__WHAT IS BEING ASKED__. An exact retyping of all lines below is the answer; pictures do not belong in it.

[Saved data entries]

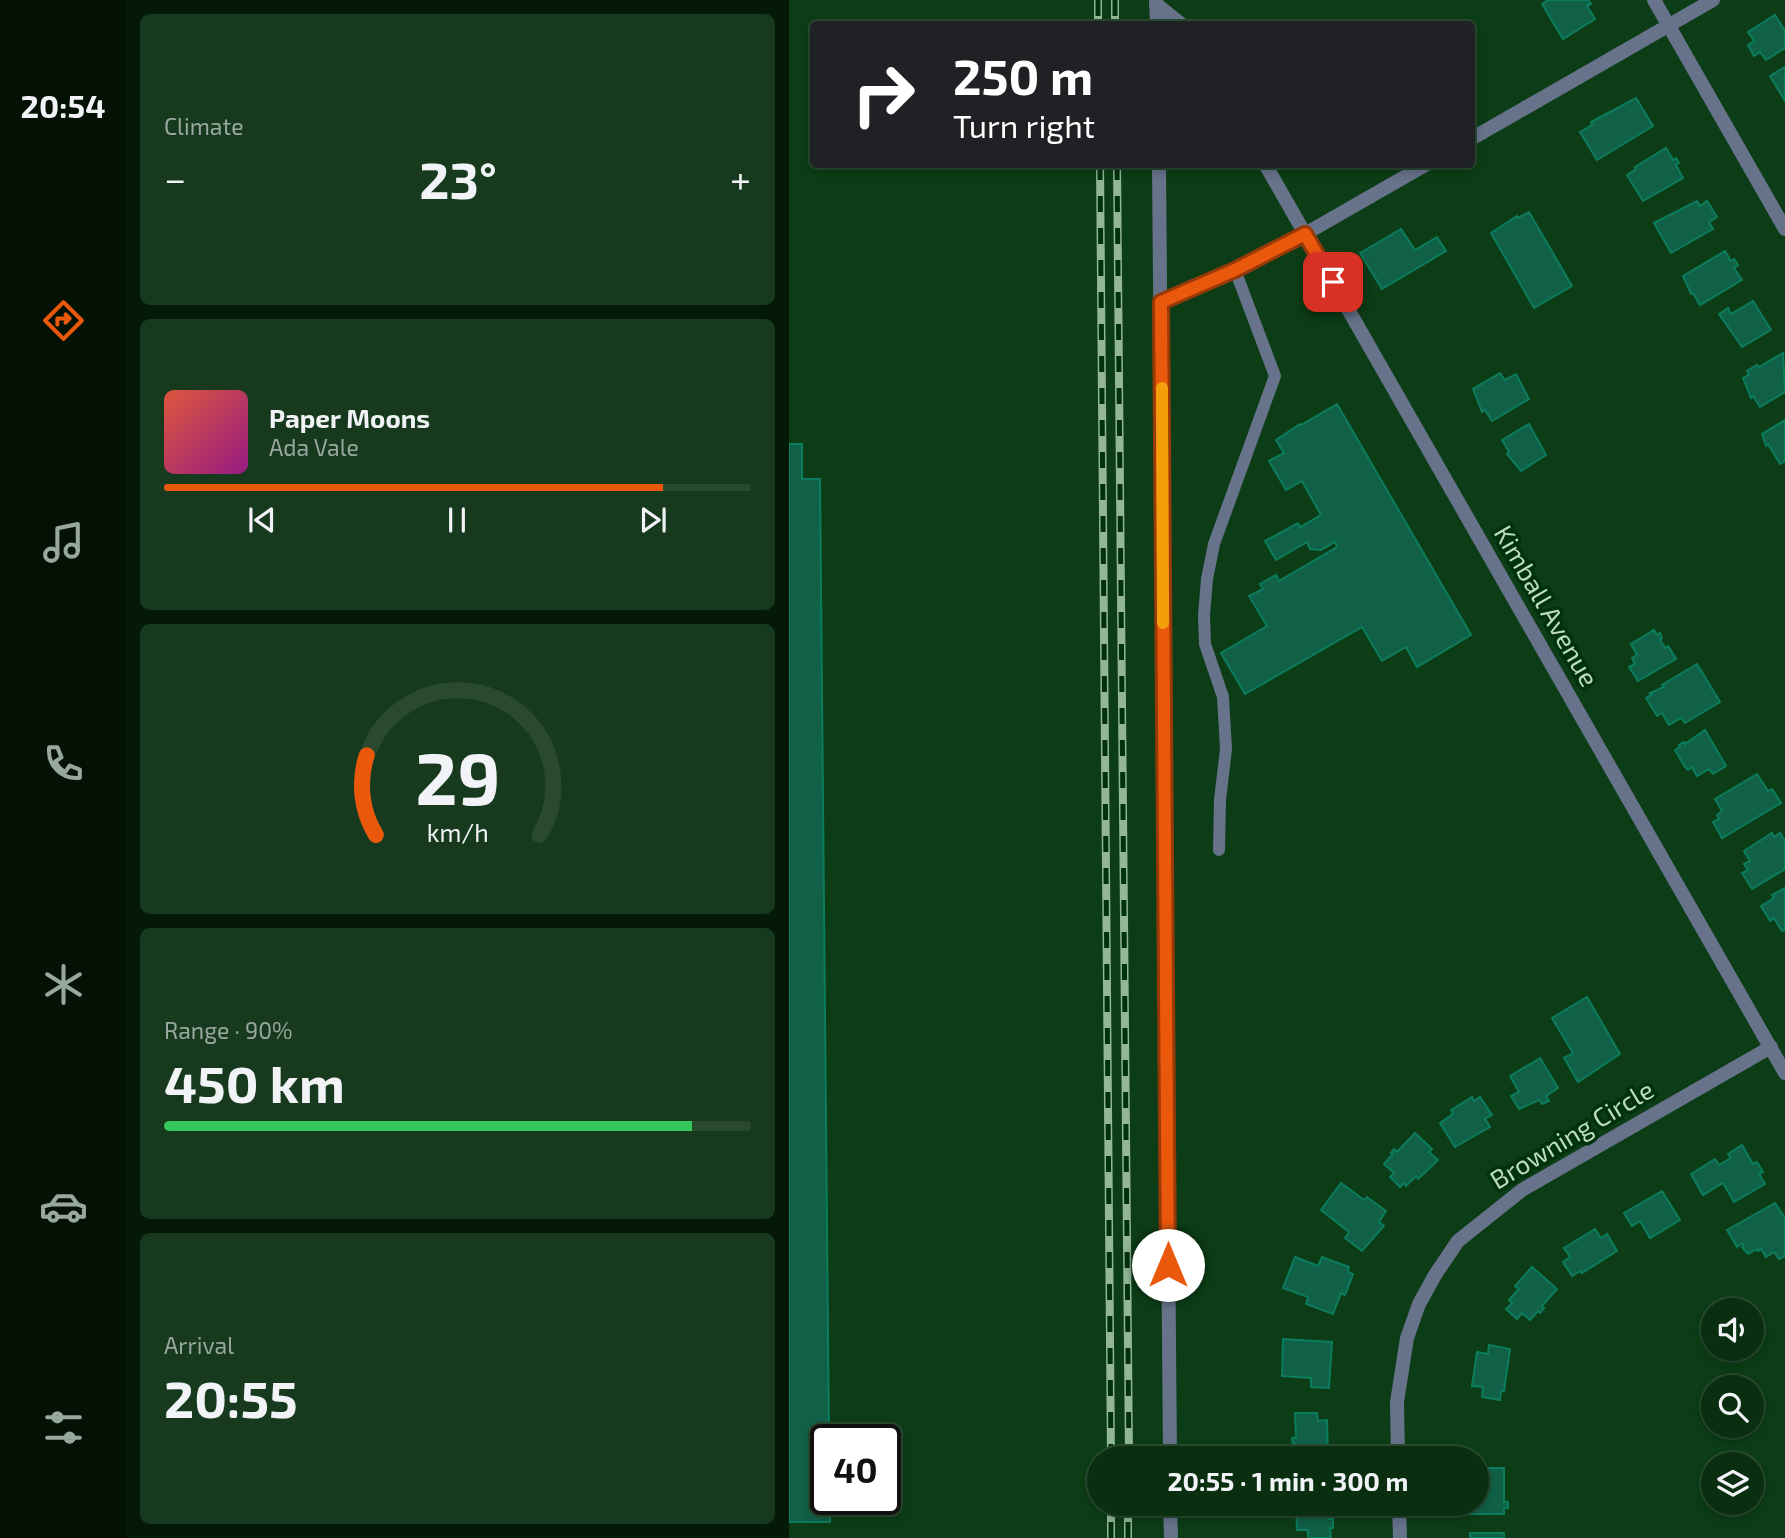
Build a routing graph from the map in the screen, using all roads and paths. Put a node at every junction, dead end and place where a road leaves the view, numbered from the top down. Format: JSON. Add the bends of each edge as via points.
{"nodes":[{"id":1,"x":1654,"y":0,"type":"edge"},
{"id":2,"x":1713,"y":0,"type":"edge"},
{"id":3,"x":1156,"y":2,"type":"edge"},
{"id":4,"x":1157,"y":21,"type":"edge"},
{"id":5,"x":1178,"y":21,"type":"edge"},
{"id":6,"x":1669,"y":26,"type":"junction"},
{"id":7,"x":1475,"y":137,"type":"edge"},
{"id":8,"x":1159,"y":168,"type":"edge"},
{"id":9,"x":1267,"y":168,"type":"edge"},
{"id":10,"x":1420,"y":168,"type":"edge"},
{"id":11,"x":1785,"y":229,"type":"edge"},
{"id":12,"x":1305,"y":234,"type":"junction"},
{"id":13,"x":1235,"y":270,"type":"junction"},
{"id":14,"x":1161,"y":302,"type":"junction"},
{"id":15,"x":1219,"y":850,"type":"dead end"},
{"id":16,"x":1771,"y":1047,"type":"junction"},
{"id":17,"x":1785,"y":1073,"type":"edge"},
{"id":18,"x":1170,"y":1446,"type":"edge"},
{"id":19,"x":1398,"y":1446,"type":"edge"},
{"id":20,"x":1170,"y":1516,"type":"edge"},
{"id":21,"x":1399,"y":1516,"type":"edge"},
{"id":22,"x":1171,"y":1538,"type":"edge"},
{"id":23,"x":1400,"y":1538,"type":"edge"}],
"edges":[{"from":1,"to":6,"type":"street"},
{"from":2,"to":6,"type":"street"},
{"from":3,"to":4,"type":"street"},
{"from":3,"to":5,"type":"street"},
{"from":6,"to":7,"type":"street"},
{"from":6,"to":11,"type":"street"},
{"from":8,"to":14,"type":"street"},
{"from":9,"to":12,"type":"street","name":"Kimball Avenue"},
{"from":10,"to":12,"type":"street"},
{"from":12,"to":13,"type":"lane"},
{"from":12,"to":16,"type":"street","name":"Kimball Avenue"},
{"from":13,"to":14,"type":"lane"},
{"from":13,"to":15,"type":"lane","via":[[1275,376],[1214,544],[1207,579],[1205,644],[1223,697],[1226,749]]},
{"from":14,"to":18,"type":"street"},
{"from":16,"to":17,"type":"street","name":"Kimball Avenue"},
{"from":16,"to":19,"type":"street","name":"Browning Circle","via":[[1522,1190],[1458,1241],[1419,1304],[1407,1338],[1397,1402]]},
{"from":20,"to":22,"type":"street"},
{"from":21,"to":23,"type":"street"}]}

__REPLY__.
Build a routing graph from the map in the screen, using all roads and paths. Put a node at every junction, dead end and place where a road leaves the view, numbered from the top down. Format: JSON. Add the bends of each edge as via points.
{"nodes":[{"id":1,"x":1654,"y":0,"type":"edge"},
{"id":2,"x":1713,"y":0,"type":"edge"},
{"id":3,"x":1156,"y":2,"type":"edge"},
{"id":4,"x":1157,"y":21,"type":"edge"},
{"id":5,"x":1178,"y":21,"type":"edge"},
{"id":6,"x":1669,"y":26,"type":"junction"},
{"id":7,"x":1475,"y":137,"type":"edge"},
{"id":8,"x":1159,"y":168,"type":"edge"},
{"id":9,"x":1267,"y":168,"type":"edge"},
{"id":10,"x":1420,"y":168,"type":"edge"},
{"id":11,"x":1785,"y":229,"type":"edge"},
{"id":12,"x":1305,"y":234,"type":"junction"},
{"id":13,"x":1235,"y":270,"type":"junction"},
{"id":14,"x":1161,"y":302,"type":"junction"},
{"id":15,"x":1219,"y":850,"type":"dead end"},
{"id":16,"x":1771,"y":1047,"type":"junction"},
{"id":17,"x":1785,"y":1073,"type":"edge"},
{"id":18,"x":1170,"y":1446,"type":"edge"},
{"id":19,"x":1398,"y":1446,"type":"edge"},
{"id":20,"x":1170,"y":1516,"type":"edge"},
{"id":21,"x":1399,"y":1516,"type":"edge"},
{"id":22,"x":1171,"y":1538,"type":"edge"},
{"id":23,"x":1400,"y":1538,"type":"edge"}],
"edges":[{"from":1,"to":6,"type":"street"},
{"from":2,"to":6,"type":"street"},
{"from":3,"to":4,"type":"street"},
{"from":3,"to":5,"type":"street"},
{"from":6,"to":7,"type":"street"},
{"from":6,"to":11,"type":"street"},
{"from":8,"to":14,"type":"street"},
{"from":9,"to":12,"type":"street","name":"Kimball Avenue"},
{"from":10,"to":12,"type":"street"},
{"from":12,"to":13,"type":"lane"},
{"from":12,"to":16,"type":"street","name":"Kimball Avenue"},
{"from":13,"to":14,"type":"lane"},
{"from":13,"to":15,"type":"lane","via":[[1275,376],[1214,544],[1207,579],[1205,644],[1223,697],[1226,749]]},
{"from":14,"to":18,"type":"street"},
{"from":16,"to":17,"type":"street","name":"Kimball Avenue"},
{"from":16,"to":19,"type":"street","name":"Browning Circle","via":[[1522,1190],[1458,1241],[1419,1304],[1407,1338],[1397,1402]]},
{"from":20,"to":22,"type":"street"},
{"from":21,"to":23,"type":"street"}]}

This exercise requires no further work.